BEGIN

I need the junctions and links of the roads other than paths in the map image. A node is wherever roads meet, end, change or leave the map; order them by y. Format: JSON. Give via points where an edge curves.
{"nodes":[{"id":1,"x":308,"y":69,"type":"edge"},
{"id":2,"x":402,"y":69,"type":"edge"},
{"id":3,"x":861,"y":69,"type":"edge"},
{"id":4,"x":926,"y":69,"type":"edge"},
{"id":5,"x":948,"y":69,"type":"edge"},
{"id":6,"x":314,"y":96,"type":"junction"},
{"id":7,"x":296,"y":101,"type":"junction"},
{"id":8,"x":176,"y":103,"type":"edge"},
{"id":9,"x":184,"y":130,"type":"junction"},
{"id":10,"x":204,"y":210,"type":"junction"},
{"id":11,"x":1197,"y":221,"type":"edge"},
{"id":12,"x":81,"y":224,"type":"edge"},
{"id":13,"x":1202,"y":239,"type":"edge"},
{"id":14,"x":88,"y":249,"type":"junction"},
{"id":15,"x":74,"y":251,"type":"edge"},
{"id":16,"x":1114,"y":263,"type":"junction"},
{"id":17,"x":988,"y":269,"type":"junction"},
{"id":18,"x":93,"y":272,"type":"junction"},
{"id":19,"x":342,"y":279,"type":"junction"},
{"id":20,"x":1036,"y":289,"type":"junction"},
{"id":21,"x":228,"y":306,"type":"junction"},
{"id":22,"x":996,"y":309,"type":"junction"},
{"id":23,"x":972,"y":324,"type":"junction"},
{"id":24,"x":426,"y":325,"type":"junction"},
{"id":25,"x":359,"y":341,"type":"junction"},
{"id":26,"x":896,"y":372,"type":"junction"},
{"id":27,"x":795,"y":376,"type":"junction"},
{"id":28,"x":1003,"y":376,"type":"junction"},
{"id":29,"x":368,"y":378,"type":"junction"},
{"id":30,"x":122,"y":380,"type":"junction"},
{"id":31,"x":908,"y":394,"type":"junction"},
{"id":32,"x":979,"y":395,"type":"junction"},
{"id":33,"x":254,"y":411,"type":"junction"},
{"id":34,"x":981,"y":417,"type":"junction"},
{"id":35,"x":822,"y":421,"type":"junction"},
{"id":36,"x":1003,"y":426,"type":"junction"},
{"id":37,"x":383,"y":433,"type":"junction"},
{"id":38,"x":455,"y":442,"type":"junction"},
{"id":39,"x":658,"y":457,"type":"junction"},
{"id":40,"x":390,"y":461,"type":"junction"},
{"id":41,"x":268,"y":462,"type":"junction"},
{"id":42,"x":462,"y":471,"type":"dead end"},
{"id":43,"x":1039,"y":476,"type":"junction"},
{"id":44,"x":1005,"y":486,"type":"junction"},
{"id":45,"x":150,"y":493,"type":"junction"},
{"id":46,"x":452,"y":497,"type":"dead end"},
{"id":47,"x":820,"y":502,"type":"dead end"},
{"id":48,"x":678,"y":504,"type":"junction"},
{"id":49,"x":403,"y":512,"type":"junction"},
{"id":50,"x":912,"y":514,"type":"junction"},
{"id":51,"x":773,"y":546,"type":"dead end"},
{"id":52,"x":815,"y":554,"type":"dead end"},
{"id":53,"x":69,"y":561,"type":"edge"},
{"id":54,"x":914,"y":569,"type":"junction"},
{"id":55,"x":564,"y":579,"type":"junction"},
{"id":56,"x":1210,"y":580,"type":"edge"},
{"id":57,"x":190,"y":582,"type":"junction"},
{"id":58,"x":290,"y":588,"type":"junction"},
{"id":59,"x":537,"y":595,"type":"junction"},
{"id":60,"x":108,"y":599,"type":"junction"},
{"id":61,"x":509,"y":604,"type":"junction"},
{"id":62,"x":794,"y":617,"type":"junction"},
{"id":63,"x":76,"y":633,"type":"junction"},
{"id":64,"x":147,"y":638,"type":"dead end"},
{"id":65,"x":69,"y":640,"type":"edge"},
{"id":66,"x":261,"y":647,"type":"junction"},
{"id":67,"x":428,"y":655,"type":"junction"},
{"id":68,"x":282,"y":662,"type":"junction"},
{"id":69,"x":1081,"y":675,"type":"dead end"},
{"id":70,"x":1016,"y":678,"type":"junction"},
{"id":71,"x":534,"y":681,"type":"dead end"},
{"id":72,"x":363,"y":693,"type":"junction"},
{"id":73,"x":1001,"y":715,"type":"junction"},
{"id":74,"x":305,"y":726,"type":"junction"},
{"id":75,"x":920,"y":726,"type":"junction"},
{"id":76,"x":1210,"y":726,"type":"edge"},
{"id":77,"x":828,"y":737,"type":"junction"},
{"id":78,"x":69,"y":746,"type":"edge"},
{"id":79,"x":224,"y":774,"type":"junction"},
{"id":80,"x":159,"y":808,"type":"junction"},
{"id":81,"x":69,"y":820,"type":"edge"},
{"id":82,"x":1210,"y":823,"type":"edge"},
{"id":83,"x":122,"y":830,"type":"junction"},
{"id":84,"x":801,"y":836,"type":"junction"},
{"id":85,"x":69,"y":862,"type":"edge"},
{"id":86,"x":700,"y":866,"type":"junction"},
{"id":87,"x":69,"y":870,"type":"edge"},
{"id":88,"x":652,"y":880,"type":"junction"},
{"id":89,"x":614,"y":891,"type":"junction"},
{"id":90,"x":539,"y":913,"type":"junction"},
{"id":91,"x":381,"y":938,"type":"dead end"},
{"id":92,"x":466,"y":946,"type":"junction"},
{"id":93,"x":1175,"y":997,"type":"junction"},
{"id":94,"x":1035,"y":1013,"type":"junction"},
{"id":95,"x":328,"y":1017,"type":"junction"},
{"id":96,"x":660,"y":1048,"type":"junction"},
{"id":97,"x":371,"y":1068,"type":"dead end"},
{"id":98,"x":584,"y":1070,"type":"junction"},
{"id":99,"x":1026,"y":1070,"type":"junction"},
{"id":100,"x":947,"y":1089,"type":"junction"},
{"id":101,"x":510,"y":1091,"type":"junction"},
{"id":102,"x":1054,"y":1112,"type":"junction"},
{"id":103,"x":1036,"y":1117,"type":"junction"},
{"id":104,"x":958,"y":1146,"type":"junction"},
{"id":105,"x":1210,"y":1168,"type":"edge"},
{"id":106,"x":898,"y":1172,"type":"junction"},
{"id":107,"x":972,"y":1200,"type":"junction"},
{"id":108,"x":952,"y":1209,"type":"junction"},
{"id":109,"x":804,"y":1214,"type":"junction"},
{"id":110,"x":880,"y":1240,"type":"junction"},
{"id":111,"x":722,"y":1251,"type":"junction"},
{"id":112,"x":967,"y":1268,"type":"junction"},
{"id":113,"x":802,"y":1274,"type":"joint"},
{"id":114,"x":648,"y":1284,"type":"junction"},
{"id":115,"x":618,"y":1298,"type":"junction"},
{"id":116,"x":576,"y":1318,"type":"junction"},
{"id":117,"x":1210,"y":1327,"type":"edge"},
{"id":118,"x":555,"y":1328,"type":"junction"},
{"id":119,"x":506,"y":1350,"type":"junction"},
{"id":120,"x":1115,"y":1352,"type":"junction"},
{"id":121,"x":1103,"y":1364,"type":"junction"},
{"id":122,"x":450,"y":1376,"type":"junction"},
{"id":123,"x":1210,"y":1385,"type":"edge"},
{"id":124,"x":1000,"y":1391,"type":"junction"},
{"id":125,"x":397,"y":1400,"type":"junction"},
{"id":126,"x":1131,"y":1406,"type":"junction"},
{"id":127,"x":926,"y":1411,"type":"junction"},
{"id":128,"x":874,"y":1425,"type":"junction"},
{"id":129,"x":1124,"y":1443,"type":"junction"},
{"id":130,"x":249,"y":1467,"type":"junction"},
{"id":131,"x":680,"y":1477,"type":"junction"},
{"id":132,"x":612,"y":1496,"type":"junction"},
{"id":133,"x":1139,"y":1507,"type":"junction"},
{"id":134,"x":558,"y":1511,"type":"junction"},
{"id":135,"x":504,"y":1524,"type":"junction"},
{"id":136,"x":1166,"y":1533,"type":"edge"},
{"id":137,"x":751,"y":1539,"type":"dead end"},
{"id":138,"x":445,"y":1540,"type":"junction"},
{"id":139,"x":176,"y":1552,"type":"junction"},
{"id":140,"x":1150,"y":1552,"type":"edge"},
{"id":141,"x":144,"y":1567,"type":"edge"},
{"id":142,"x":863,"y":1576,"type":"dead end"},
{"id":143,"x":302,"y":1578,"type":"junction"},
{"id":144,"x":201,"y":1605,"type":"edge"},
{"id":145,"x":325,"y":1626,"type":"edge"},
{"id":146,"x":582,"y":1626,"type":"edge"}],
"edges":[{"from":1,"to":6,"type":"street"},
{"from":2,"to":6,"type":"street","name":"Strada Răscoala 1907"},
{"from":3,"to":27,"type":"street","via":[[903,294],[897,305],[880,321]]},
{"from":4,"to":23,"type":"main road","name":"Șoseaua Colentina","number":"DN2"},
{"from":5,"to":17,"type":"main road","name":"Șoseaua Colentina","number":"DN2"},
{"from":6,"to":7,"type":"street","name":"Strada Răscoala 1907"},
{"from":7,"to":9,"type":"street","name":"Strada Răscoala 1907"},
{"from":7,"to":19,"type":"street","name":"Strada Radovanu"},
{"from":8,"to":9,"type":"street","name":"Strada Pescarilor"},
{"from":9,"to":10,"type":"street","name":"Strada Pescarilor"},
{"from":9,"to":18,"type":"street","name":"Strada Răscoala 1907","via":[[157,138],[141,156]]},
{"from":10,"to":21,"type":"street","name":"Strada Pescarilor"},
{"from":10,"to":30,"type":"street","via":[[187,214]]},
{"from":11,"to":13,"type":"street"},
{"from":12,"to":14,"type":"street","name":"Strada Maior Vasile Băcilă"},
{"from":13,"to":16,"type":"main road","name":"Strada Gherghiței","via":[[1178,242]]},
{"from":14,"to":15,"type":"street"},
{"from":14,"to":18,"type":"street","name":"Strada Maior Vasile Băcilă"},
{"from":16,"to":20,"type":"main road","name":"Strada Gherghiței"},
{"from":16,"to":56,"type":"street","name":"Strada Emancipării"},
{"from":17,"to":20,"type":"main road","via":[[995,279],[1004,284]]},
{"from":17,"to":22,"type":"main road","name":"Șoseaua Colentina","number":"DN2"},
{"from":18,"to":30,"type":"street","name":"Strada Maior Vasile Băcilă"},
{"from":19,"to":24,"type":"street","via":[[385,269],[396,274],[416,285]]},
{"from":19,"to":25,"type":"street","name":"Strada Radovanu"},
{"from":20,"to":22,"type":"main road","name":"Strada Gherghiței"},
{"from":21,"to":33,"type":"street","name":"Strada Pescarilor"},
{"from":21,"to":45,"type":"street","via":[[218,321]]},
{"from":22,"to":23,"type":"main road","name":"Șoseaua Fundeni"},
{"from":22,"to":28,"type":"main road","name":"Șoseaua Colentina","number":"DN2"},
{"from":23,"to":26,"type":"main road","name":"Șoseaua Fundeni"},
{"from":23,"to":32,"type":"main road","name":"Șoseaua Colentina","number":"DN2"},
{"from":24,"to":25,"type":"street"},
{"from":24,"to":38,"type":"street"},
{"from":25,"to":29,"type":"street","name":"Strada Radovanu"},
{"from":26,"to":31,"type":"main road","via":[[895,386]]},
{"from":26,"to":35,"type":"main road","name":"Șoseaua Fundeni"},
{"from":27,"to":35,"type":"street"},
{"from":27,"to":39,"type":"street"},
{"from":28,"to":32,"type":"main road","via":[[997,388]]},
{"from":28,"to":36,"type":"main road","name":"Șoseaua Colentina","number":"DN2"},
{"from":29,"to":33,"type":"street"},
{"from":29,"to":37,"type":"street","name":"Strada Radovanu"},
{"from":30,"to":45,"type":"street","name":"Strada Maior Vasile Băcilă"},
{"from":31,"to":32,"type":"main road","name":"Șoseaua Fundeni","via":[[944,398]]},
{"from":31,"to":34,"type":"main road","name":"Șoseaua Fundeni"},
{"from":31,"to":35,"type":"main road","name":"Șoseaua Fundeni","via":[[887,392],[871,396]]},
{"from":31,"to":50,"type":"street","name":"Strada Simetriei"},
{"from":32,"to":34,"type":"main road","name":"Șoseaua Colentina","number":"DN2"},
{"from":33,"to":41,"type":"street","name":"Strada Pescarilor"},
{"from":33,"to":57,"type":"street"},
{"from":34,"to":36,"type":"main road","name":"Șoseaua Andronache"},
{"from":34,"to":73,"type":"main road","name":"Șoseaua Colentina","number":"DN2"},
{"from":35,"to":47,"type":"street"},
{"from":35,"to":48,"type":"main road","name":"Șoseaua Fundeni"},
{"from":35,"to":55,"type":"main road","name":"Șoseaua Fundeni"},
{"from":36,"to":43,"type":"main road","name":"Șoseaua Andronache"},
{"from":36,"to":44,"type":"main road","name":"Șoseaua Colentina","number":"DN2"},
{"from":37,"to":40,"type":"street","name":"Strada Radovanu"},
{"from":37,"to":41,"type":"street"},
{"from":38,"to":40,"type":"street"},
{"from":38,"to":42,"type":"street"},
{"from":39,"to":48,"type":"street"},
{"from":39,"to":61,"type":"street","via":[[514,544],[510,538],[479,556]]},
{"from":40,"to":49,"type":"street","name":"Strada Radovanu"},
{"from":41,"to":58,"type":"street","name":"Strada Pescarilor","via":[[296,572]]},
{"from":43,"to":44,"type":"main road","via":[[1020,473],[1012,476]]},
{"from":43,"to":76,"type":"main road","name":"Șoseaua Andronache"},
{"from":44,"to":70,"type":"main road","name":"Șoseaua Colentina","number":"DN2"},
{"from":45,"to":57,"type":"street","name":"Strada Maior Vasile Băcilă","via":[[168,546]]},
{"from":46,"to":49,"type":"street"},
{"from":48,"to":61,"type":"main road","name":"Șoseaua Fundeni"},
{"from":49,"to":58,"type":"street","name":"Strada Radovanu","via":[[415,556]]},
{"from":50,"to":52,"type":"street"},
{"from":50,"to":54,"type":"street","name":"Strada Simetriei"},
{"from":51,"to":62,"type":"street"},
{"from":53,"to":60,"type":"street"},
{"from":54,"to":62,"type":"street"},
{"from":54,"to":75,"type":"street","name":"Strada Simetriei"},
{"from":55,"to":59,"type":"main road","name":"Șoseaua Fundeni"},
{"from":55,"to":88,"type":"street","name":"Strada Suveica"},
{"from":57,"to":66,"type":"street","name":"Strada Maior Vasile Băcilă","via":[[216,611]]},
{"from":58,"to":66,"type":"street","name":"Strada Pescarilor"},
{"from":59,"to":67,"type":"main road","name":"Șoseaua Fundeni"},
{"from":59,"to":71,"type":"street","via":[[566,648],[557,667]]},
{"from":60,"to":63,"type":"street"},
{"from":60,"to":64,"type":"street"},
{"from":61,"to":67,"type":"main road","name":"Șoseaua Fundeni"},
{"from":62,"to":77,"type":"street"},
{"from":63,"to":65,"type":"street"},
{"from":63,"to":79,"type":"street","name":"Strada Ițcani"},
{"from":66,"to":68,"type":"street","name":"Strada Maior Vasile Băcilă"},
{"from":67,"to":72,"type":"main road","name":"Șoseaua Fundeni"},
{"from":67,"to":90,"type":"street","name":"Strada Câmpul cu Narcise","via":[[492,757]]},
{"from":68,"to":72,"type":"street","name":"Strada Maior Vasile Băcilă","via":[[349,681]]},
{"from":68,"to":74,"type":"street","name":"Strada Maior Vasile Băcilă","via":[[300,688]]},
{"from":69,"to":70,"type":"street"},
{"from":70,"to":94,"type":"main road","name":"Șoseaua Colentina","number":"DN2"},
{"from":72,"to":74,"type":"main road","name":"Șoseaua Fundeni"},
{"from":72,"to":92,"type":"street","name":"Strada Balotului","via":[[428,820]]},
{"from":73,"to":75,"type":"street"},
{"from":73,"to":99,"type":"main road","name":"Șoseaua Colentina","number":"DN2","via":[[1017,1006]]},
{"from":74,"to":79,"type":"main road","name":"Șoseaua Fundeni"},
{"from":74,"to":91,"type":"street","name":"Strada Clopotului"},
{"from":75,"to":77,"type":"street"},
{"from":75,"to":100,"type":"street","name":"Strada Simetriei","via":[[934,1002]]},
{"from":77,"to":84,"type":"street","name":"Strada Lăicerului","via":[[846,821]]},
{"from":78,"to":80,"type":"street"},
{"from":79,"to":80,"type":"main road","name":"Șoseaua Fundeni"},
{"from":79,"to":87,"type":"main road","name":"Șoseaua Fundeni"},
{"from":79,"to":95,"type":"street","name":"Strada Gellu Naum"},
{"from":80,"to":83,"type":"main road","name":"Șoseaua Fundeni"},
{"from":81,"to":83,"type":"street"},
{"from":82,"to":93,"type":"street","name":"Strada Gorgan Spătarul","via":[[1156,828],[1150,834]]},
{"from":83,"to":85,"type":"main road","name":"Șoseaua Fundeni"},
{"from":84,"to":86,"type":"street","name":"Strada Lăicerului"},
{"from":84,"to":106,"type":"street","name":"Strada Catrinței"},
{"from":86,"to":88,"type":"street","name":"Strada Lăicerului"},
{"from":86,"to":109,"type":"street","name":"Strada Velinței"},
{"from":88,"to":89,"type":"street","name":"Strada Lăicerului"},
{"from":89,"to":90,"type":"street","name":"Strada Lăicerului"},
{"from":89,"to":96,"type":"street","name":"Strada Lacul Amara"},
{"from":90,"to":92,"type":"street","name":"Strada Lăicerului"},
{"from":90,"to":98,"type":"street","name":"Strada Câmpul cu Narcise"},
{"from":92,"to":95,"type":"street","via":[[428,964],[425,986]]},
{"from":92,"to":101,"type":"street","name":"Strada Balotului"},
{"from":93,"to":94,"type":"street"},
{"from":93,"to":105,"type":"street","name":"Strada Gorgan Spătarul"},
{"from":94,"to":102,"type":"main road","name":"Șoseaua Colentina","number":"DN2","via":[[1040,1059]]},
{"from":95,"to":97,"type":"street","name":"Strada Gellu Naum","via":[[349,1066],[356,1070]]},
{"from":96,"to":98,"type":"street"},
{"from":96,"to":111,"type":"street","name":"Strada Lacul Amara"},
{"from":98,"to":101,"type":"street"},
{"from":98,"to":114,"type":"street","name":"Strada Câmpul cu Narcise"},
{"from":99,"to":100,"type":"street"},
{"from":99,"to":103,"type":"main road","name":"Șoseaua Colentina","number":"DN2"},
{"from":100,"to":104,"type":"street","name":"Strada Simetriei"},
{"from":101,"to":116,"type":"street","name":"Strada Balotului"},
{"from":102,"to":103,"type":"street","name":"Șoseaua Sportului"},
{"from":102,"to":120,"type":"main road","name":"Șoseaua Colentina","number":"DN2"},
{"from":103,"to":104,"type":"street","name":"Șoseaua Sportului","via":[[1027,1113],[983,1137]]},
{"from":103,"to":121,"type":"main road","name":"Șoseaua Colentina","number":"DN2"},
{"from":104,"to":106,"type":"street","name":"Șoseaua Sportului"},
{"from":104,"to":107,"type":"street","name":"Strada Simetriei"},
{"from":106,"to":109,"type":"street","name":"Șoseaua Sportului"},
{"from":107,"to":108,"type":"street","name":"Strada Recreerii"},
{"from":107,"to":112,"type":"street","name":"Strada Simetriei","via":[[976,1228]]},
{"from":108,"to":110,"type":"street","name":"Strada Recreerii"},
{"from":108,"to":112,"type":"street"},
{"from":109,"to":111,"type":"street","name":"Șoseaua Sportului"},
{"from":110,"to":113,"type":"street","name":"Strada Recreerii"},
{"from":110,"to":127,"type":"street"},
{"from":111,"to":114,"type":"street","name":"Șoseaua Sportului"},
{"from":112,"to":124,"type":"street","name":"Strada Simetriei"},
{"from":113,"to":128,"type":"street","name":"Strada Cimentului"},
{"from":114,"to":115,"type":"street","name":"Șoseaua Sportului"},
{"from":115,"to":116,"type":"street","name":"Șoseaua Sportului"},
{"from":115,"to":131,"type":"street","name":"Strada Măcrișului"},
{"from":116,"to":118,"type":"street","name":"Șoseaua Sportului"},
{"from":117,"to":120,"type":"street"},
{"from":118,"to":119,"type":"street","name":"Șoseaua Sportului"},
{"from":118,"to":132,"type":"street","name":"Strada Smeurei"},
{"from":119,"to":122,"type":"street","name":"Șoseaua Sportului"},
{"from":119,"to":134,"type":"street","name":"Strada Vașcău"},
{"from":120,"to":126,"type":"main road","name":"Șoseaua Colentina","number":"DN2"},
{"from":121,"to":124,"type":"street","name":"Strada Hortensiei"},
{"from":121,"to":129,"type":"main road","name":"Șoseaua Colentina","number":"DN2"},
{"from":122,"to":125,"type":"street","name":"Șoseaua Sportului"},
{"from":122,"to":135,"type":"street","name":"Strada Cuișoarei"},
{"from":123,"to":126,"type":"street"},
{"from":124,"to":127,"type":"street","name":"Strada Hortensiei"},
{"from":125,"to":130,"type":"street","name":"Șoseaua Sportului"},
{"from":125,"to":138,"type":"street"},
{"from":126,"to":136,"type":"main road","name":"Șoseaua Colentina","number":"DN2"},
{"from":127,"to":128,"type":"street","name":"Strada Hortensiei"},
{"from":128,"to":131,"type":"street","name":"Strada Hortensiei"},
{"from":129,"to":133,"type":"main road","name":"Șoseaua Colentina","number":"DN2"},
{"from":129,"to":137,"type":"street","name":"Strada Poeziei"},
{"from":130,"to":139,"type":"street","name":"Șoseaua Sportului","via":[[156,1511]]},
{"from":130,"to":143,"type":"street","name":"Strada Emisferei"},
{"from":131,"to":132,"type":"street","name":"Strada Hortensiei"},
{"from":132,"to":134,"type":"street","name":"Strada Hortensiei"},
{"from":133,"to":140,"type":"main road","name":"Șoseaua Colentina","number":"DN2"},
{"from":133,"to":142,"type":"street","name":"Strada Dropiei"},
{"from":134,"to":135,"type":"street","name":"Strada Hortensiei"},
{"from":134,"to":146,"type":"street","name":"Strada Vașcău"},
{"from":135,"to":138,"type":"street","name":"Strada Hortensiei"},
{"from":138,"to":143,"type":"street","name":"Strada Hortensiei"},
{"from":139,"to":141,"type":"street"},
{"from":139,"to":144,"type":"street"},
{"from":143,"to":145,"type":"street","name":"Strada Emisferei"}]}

END

▶ **Directions**:
Find the string "Balotului" in the entries above and return each line that holds it.

▶ **Response area**:
{"from":72,"to":92,"type":"street","name":"Strada Balotului","via":[[428,820]]},
{"from":92,"to":101,"type":"street","name":"Strada Balotului"},
{"from":101,"to":116,"type":"street","name":"Strada Balotului"},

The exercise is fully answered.